[Material to process — start]

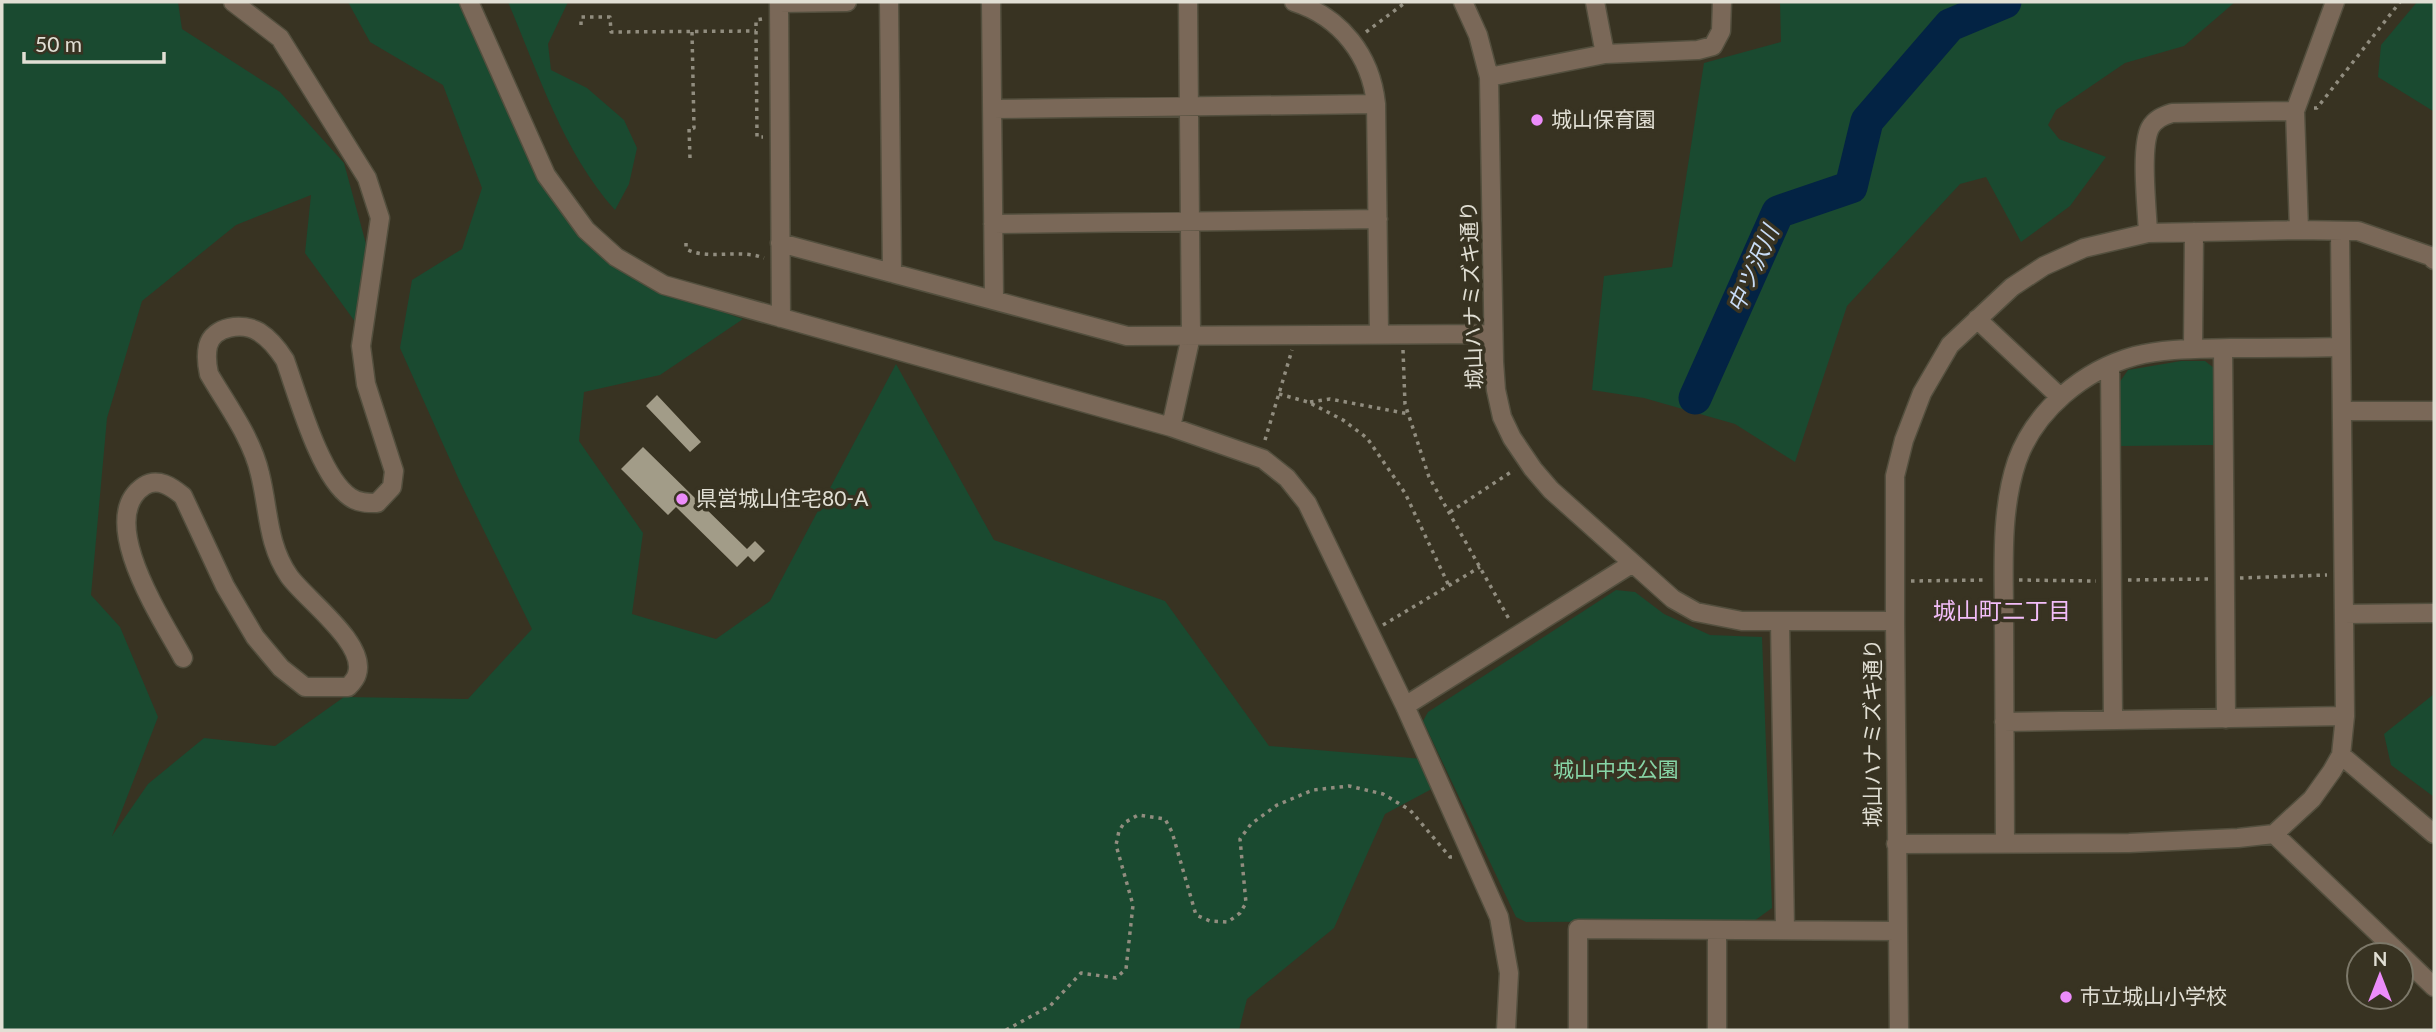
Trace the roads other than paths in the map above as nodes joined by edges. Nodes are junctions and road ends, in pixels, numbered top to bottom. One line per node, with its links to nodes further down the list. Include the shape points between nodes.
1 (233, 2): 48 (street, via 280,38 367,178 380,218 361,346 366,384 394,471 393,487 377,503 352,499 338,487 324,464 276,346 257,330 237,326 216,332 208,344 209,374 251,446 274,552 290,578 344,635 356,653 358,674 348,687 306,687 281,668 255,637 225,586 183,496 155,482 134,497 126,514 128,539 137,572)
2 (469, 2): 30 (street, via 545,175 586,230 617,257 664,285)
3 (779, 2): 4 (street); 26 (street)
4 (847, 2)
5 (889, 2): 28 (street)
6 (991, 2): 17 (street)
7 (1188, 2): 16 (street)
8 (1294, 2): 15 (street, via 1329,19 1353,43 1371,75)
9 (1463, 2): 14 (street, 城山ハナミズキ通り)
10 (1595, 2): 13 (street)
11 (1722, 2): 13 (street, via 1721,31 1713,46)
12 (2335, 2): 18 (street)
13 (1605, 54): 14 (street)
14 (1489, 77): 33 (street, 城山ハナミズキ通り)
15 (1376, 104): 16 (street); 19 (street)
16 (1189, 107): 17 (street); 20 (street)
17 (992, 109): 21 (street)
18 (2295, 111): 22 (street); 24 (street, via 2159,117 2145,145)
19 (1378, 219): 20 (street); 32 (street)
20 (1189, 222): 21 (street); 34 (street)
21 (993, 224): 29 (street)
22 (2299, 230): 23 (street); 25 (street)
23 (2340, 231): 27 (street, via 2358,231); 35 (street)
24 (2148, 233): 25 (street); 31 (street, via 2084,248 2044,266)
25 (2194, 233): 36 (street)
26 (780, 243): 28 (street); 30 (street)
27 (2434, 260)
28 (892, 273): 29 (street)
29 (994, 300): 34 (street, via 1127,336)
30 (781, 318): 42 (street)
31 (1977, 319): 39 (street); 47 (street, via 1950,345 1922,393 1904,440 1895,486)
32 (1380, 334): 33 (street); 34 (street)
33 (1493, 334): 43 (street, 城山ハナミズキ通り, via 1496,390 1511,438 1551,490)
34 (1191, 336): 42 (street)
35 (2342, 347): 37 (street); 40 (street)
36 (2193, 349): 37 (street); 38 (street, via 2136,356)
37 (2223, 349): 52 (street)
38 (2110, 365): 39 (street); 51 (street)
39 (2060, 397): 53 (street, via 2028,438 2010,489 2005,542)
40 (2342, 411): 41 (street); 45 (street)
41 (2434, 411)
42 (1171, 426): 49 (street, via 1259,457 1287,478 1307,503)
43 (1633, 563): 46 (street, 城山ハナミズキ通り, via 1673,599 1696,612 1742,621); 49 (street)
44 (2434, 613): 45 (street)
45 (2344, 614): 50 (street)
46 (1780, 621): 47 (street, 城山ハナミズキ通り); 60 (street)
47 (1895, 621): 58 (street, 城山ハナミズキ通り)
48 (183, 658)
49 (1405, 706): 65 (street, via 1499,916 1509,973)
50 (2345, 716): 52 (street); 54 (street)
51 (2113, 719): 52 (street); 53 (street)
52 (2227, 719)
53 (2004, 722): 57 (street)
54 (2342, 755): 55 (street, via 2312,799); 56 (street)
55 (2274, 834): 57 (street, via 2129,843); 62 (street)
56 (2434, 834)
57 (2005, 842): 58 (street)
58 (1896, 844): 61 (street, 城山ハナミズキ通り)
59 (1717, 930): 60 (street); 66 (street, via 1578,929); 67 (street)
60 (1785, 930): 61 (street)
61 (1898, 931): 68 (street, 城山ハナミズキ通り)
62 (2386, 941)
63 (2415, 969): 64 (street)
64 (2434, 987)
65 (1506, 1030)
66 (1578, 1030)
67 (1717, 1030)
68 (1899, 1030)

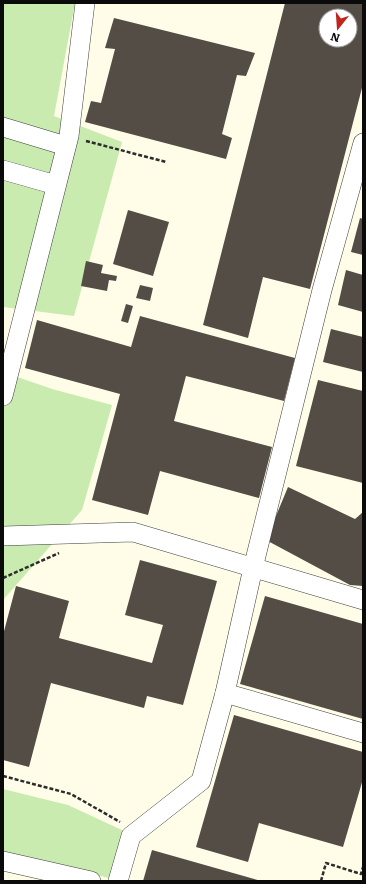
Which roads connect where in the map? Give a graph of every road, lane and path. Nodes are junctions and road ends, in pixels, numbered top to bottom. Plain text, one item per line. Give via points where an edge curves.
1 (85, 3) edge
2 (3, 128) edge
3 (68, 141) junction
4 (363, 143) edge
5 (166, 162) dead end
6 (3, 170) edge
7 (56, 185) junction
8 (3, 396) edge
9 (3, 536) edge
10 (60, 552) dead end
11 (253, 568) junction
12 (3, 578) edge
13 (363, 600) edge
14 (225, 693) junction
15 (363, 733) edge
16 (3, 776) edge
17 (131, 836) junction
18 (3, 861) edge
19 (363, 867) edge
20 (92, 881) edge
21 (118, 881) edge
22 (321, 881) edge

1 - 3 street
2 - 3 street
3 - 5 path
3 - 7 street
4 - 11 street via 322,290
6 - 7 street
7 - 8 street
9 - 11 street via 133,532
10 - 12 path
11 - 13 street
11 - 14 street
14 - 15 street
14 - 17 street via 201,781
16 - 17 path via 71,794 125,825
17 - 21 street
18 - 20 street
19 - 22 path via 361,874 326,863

[Material to process — finish]

▸ Aim of the task: Reproduce exactly the lines from the one with "Which roads connect" through the last line of the entries, keeping both of those lines and nothing else.

▸ Response to the task:
Which roads connect where in the map? Give a graph of every road, lane and path. Nodes are junctions and road ends, in pixels, numbered top to bottom. Plain text, one item per line. Give via points where an edge curves.
1 (85, 3) edge
2 (3, 128) edge
3 (68, 141) junction
4 (363, 143) edge
5 (166, 162) dead end
6 (3, 170) edge
7 (56, 185) junction
8 (3, 396) edge
9 (3, 536) edge
10 (60, 552) dead end
11 (253, 568) junction
12 (3, 578) edge
13 (363, 600) edge
14 (225, 693) junction
15 (363, 733) edge
16 (3, 776) edge
17 (131, 836) junction
18 (3, 861) edge
19 (363, 867) edge
20 (92, 881) edge
21 (118, 881) edge
22 (321, 881) edge

1 - 3 street
2 - 3 street
3 - 5 path
3 - 7 street
4 - 11 street via 322,290
6 - 7 street
7 - 8 street
9 - 11 street via 133,532
10 - 12 path
11 - 13 street
11 - 14 street
14 - 15 street
14 - 17 street via 201,781
16 - 17 path via 71,794 125,825
17 - 21 street
18 - 20 street
19 - 22 path via 361,874 326,863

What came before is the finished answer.